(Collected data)
================

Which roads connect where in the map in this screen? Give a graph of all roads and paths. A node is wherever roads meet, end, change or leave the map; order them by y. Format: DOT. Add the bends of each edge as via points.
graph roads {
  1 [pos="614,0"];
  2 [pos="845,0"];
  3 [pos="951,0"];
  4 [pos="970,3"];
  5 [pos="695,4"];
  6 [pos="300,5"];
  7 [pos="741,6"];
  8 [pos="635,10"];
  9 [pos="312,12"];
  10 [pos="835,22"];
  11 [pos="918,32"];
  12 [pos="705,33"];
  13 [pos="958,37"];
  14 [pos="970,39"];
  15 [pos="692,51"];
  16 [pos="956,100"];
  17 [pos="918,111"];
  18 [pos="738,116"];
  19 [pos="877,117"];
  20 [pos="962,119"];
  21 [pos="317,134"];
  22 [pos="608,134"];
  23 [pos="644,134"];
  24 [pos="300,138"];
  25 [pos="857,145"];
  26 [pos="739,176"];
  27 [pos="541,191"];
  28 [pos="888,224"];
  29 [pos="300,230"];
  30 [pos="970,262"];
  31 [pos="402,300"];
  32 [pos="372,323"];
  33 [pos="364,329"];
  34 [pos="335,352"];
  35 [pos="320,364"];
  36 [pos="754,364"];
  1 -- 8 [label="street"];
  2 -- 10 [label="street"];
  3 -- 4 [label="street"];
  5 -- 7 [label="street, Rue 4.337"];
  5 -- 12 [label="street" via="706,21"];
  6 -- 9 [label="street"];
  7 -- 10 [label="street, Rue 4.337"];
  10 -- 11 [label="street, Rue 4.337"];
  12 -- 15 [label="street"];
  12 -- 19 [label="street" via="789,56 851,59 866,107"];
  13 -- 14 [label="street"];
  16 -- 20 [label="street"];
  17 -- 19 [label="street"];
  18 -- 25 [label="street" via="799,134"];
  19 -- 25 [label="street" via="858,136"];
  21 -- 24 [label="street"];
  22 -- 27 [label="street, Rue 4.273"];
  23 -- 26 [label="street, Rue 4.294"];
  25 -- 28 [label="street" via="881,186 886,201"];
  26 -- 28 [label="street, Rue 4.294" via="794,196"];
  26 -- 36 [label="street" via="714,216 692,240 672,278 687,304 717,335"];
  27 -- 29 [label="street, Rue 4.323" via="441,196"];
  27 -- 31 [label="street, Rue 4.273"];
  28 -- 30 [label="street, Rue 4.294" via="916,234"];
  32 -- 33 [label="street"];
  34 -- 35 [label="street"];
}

================

_Work to complete_
In full and without error, transcribe each of the entries.

_Reply_
Which roads connect where in the map in this screen? Give a graph of all roads and paths. A node is wherever roads meet, end, change or leave the map; order them by y. Format: DOT. Add the bends of each edge as via points.
graph roads {
  1 [pos="614,0"];
  2 [pos="845,0"];
  3 [pos="951,0"];
  4 [pos="970,3"];
  5 [pos="695,4"];
  6 [pos="300,5"];
  7 [pos="741,6"];
  8 [pos="635,10"];
  9 [pos="312,12"];
  10 [pos="835,22"];
  11 [pos="918,32"];
  12 [pos="705,33"];
  13 [pos="958,37"];
  14 [pos="970,39"];
  15 [pos="692,51"];
  16 [pos="956,100"];
  17 [pos="918,111"];
  18 [pos="738,116"];
  19 [pos="877,117"];
  20 [pos="962,119"];
  21 [pos="317,134"];
  22 [pos="608,134"];
  23 [pos="644,134"];
  24 [pos="300,138"];
  25 [pos="857,145"];
  26 [pos="739,176"];
  27 [pos="541,191"];
  28 [pos="888,224"];
  29 [pos="300,230"];
  30 [pos="970,262"];
  31 [pos="402,300"];
  32 [pos="372,323"];
  33 [pos="364,329"];
  34 [pos="335,352"];
  35 [pos="320,364"];
  36 [pos="754,364"];
  1 -- 8 [label="street"];
  2 -- 10 [label="street"];
  3 -- 4 [label="street"];
  5 -- 7 [label="street, Rue 4.337"];
  5 -- 12 [label="street" via="706,21"];
  6 -- 9 [label="street"];
  7 -- 10 [label="street, Rue 4.337"];
  10 -- 11 [label="street, Rue 4.337"];
  12 -- 15 [label="street"];
  12 -- 19 [label="street" via="789,56 851,59 866,107"];
  13 -- 14 [label="street"];
  16 -- 20 [label="street"];
  17 -- 19 [label="street"];
  18 -- 25 [label="street" via="799,134"];
  19 -- 25 [label="street" via="858,136"];
  21 -- 24 [label="street"];
  22 -- 27 [label="street, Rue 4.273"];
  23 -- 26 [label="street, Rue 4.294"];
  25 -- 28 [label="street" via="881,186 886,201"];
  26 -- 28 [label="street, Rue 4.294" via="794,196"];
  26 -- 36 [label="street" via="714,216 692,240 672,278 687,304 717,335"];
  27 -- 29 [label="street, Rue 4.323" via="441,196"];
  27 -- 31 [label="street, Rue 4.273"];
  28 -- 30 [label="street, Rue 4.294" via="916,234"];
  32 -- 33 [label="street"];
  34 -- 35 [label="street"];
}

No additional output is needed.